24.06.2020 09:30 Uhr
Auch der zweite (und wie sich herausstellen sollte letzte) Prozesstag beginnt mit Polizeipräsenz und der aus der letzten Woche bekannten Einlassregelung, nach der „fünf Personen aus jeder Gruppe“ eingelassen würden. Auf Nachfrage werden die Gruppen danach definiert, „für welche Seite“ mensch sei. Die Seiten wiederum werden nicht definiert. Die „IB“ dieses Mal mit weitgehend anderen Personen als in der Vorwoche. Torsten Görke, Jörg Dittus (der sich um den Titel „Peinlichster Schnurrbart der Neuen Rechten“ zu bewerben scheint), Till-Lucas Wessels, Andreas Karsten, Heinrich Mahling, Robin Thomaßen, Jonas Schick, Paul Klemm und Hannah Schröder vertraten diesmal die IB bzw. ihr nahes Umfeld im Gericht.
Der erste und einzige Zeuge des Tages ist ein ehemaliger Nachbar. Er demontiert relativ schnell die Behauptung, dass es einen „Angriff“ auf das Haus gegeben habe. Eine Gruppe von fünf bis sechs Personen sei Punkrock hörend in die Straße gekommen und hätte angefangen, Parolen in Richtung der AKS 16 zu rufen. Die Reaktion seien Pöbeleien aus verschiedenen Stockwerken des Hauses und anschließend Flaschenwürfe gewesen. Wohlgemerkt gibt der Zeuge an, dass diese „großen Flaschen“ aus dem Haus, genauer aus dem ersten und zweiten Stock, gezielt auf die Personen auf der Straße geworfen worden seien.
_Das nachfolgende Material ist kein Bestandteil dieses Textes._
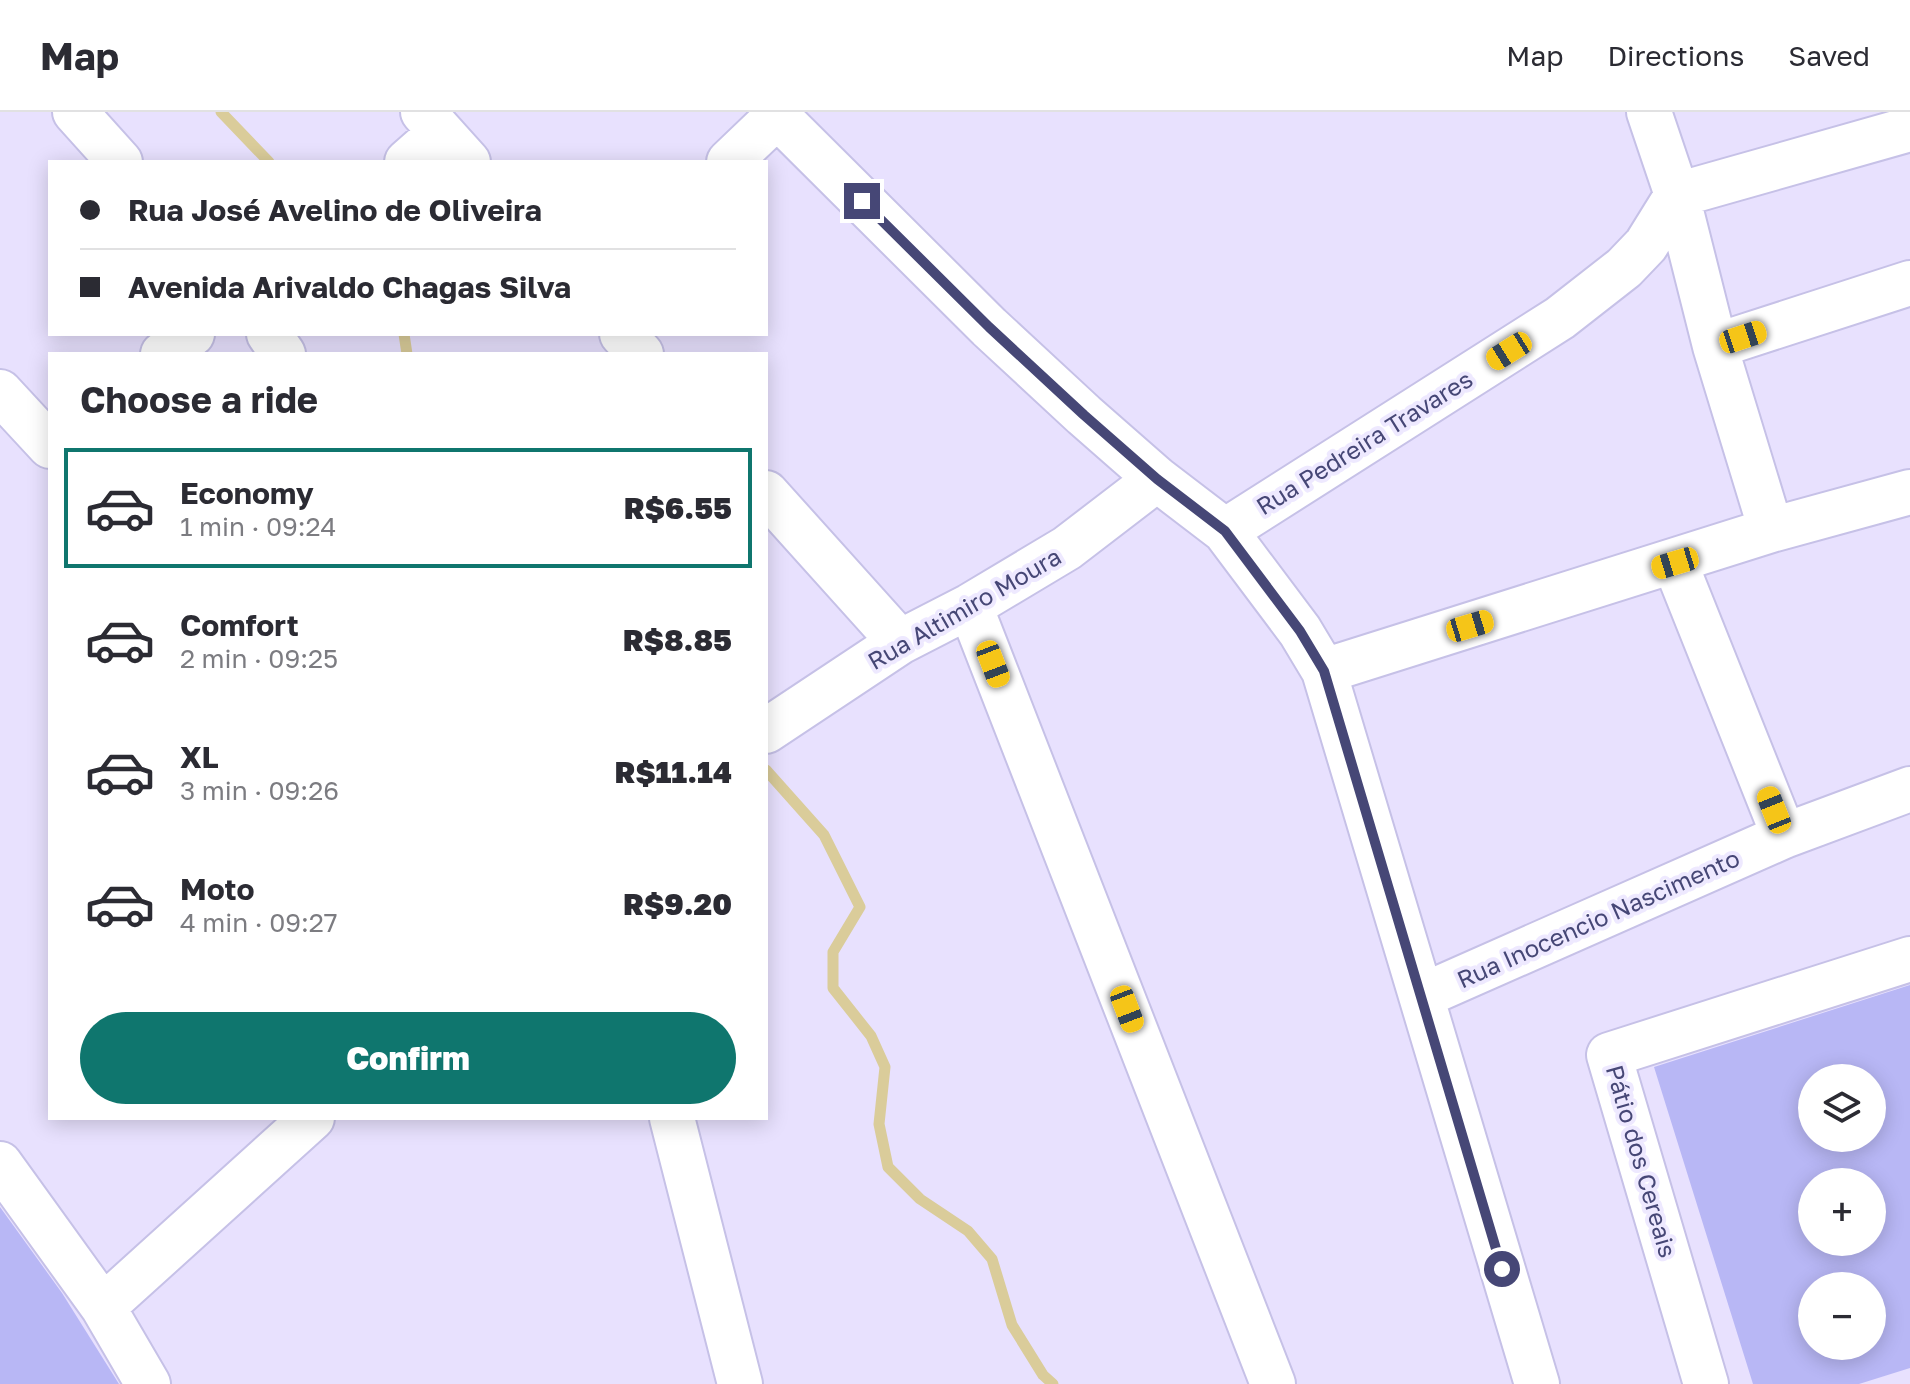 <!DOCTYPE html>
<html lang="en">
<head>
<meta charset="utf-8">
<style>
  :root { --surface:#fff; --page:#f2f2f3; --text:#2b2b33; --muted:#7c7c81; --line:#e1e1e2; --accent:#0f766e }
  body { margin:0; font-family:"Golos Text",sans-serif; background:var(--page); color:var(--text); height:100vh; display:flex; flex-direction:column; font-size:30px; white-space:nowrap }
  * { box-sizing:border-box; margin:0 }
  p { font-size:26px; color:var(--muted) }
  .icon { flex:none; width:44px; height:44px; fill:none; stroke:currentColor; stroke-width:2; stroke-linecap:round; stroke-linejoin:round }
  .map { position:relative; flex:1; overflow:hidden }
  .drawer { position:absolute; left:48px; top:240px; width:720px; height:768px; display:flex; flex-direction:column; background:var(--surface); border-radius:0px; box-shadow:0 4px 20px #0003 }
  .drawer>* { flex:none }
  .guide { position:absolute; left:48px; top:48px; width:720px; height:176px; border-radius:0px; box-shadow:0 4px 20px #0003; display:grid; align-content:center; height:176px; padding:0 32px; background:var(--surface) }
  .fabs { position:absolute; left:1798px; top:952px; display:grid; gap:16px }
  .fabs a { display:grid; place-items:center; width:88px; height:88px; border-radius:50%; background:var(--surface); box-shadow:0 4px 20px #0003; font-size:40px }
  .end { position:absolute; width:36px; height:36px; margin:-18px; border:10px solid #464776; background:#fff; box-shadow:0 0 0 4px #fff }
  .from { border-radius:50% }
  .car { position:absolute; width:24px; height:48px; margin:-24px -12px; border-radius:10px; box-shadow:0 0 6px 2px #0007; background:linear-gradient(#f5c518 24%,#345 0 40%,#f5c518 0 76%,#345 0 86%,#f5c518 0) }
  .guide b { display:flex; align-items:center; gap:28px; height:76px; font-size:30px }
  .guide b+b { border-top:2px solid var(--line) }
  .guide i { width:20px; height:20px; background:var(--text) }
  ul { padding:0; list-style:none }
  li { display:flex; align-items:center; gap:24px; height:120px; margin:0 16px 12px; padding:0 16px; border:4px solid transparent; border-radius:0px }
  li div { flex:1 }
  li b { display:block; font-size:30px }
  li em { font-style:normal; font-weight:800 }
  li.on { border-color:var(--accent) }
  li>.icon { width:72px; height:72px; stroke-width:1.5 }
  h2 { padding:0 32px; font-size:36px; line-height:96px }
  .primary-button { display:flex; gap:16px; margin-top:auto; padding:16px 32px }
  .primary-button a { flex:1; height:92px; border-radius:48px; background:var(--accent); color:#fff; font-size:32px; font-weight:800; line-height:92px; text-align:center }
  header { display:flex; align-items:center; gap:48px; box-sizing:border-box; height:112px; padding:0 40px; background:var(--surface); border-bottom:2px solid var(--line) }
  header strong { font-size:38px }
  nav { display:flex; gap:44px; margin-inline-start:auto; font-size:28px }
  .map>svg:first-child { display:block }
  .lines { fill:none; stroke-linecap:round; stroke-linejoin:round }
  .stream { stroke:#dacc9a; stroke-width:11 }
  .building { fill:#b8b7f5; fill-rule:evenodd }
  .minor-casing { stroke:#c6c1e7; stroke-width:48 }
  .minor { stroke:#fff; stroke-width:44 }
  .route { stroke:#464776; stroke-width:10 }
  .labels { text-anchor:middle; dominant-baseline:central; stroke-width:8; stroke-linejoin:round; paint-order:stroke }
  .street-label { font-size:24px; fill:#464776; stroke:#eee9ff }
</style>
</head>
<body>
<header>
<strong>Map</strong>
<nav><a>Map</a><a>Directions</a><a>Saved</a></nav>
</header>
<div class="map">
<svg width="1910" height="1272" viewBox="0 0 1910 1272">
  <rect width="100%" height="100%" fill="#e8e1fe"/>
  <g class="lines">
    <path class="stream" d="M221,0l48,50
      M404,222l3,20
      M766,658l58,65 36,72 -27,45v36l38,48 14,31 -6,57 9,43 32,32 48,32 24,28 20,66 31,50 10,9"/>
  </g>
  <path class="building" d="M1910,873v383l-51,16h-106l-99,-317zM1812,966h60v60h-60zM1812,1070h60v60h-60zM1812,1174h60v60h-60z
    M0,1095l62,86 57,91h-119z"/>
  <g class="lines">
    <defs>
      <path id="minor" d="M75,0l45,50
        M423,0l45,50
        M773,0l216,215 95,88 73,64 68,52 75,100 24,40 213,713
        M1649,0l28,83 38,151 56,184
        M407,50l34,-30
        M729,50l48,-46
        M269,222l14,20
        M622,222l19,20
        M1715,234l195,-63
        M163,242l29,-20
        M0,280l50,54
        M766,381l134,149
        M1225,419l335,-213 64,-50 22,-23 31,-50 233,-66
        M1675,451l109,273
        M970,494l303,778
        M1324,559l447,-141 139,-38
        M766,619l134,-89 70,-36 97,-58 90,-69
        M1422,884l362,-160 126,-47
        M672,1006l68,266
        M0,1052l103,143 45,77
        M103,1195l209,-189
        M1706,1272l-97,-329 301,-96"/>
    </defs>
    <use href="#minor" class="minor-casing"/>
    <use href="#minor" class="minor"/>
  </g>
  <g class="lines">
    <path class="route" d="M862,89l127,126 95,88 73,64 68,52 75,100 24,40 178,598"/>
  </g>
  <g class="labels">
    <g class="street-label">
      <text transform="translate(1364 330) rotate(-32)">Rua Pedreira Travares</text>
      <text transform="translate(964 496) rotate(-30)">Rua Altimiro Moura</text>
      <text transform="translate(1598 806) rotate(-24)">Rua Inocencio Nascimento</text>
      <text transform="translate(1642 1049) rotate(74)">Pátio dos Cereais</text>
    </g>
  </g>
</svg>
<div class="fabs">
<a><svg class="icon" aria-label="layers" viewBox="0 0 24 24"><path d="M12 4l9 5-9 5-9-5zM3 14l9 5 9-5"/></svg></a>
<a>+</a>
<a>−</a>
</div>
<i class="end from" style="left:1502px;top:1157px"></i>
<i class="end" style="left:862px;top:89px"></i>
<i class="car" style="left:1743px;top:225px;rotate:72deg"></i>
<i class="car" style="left:1509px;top:239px;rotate:238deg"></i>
<i class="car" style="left:1675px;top:451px;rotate:253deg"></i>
<i class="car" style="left:1470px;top:514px;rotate:73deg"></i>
<i class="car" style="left:993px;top:552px;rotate:159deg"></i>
<i class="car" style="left:1774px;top:698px;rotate:338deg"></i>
<i class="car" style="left:1127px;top:897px;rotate:159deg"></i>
<div class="guide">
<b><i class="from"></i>Rua José Avelino de Oliveira</b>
<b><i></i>Avenida Arivaldo Chagas Silva</b>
</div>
<section class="drawer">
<h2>Choose a ride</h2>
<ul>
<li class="on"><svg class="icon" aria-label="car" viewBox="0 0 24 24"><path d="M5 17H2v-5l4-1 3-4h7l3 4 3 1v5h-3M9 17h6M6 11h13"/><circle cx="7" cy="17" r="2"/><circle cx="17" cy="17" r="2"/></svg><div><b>Economy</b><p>1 min · 09:24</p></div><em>R$6.55</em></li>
<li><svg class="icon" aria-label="car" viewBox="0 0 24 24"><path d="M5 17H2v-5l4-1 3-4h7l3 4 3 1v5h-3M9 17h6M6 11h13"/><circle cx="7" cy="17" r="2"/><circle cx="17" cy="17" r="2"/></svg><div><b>Comfort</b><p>2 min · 09:25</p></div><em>R$8.85</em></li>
<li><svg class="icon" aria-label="car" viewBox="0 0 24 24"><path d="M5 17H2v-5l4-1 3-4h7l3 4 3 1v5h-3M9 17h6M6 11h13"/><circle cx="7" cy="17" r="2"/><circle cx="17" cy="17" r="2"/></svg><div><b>XL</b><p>3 min · 09:26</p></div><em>R$11.14</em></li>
<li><svg class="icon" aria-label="car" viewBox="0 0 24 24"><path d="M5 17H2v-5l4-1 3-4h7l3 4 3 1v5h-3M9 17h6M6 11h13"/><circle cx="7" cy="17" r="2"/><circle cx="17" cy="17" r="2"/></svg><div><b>Moto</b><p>4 min · 09:27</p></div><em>R$9.20</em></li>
</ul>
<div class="primary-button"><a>Confirm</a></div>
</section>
</div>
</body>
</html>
Da er sich über die Zählung der Stockwerke unsicher ist, kann lediglich die Etage, in der Schmitz und Müller zu diesem Zeitpunkt gewohnt haben, und eine weitere als sicher angegeben werden. Hinzu kommt die Aussage Müllers, dass sich eine größere Gruppe Menschen im Haus aufgehalten habe, zeitweilig war von rund 40 Personen die Rede. Somit waren die „IBler“ nicht nur eindeutig in der Überzahl, sondern von ihnen ging auch die einzig eindeutig bezeugte Gewalthandlung des Abends in Form von Flaschenwürfen aus. Laut dem Zeugen hätte die Gruppe auf der Straße die im Haus befindlichen Personen als Feiglinge bezeichnet und aufgefordert, das Haus zu verlassen. In der Zwischenzeit habe er bereits die Polizei alarmiert. Wohlgemerkt als einziger in der betreffenden Nacht. Die Gruppe auf der Straße sei dann auf den Campus weitergezogen. Im Gegensatz zur offensichtlich bereits durch das Narrativ der Verteidigung vereinnahmten Richterin, spricht er in diesem Zusammenhang von „den Passanten“. Auf Nachfrage erklärt er, ein Problem mit der „IB“ gehabt zu haben und daher einen Smiley mit verdrehten Augen während einer Demonstration gegen das Haus sichtbar an seinem Fenster befestigt zu haben. Ausserdem versucht Müller weiter auf der Klaviatur der guten Nachbarschaft zu spielen, als er den Zeugen fragt, ob nicht während eines mutmaßlichen Angriffs auf die AKS16 eine Scheibe von ihm zerstört worden wäre und sie ihm daraufhin angeboten hätten, die Reparatur zu bezahlen. Dies habe er abgelehnt, so der Zeuge. Ihm war jedoch wichtig darauf hinzuweisen, dass das Haus und die daran angebrachten Kameras, die sowohl seine Eingangstür als auch seinen Hinterhof zu filmen in der Lage gewesen seien, ein Klima der Bedrohung und Beobachtung in der Nachbarschaft hervorgerufen habe. Schließlich sei er, auch wegen des Hauses, dort weggezogen.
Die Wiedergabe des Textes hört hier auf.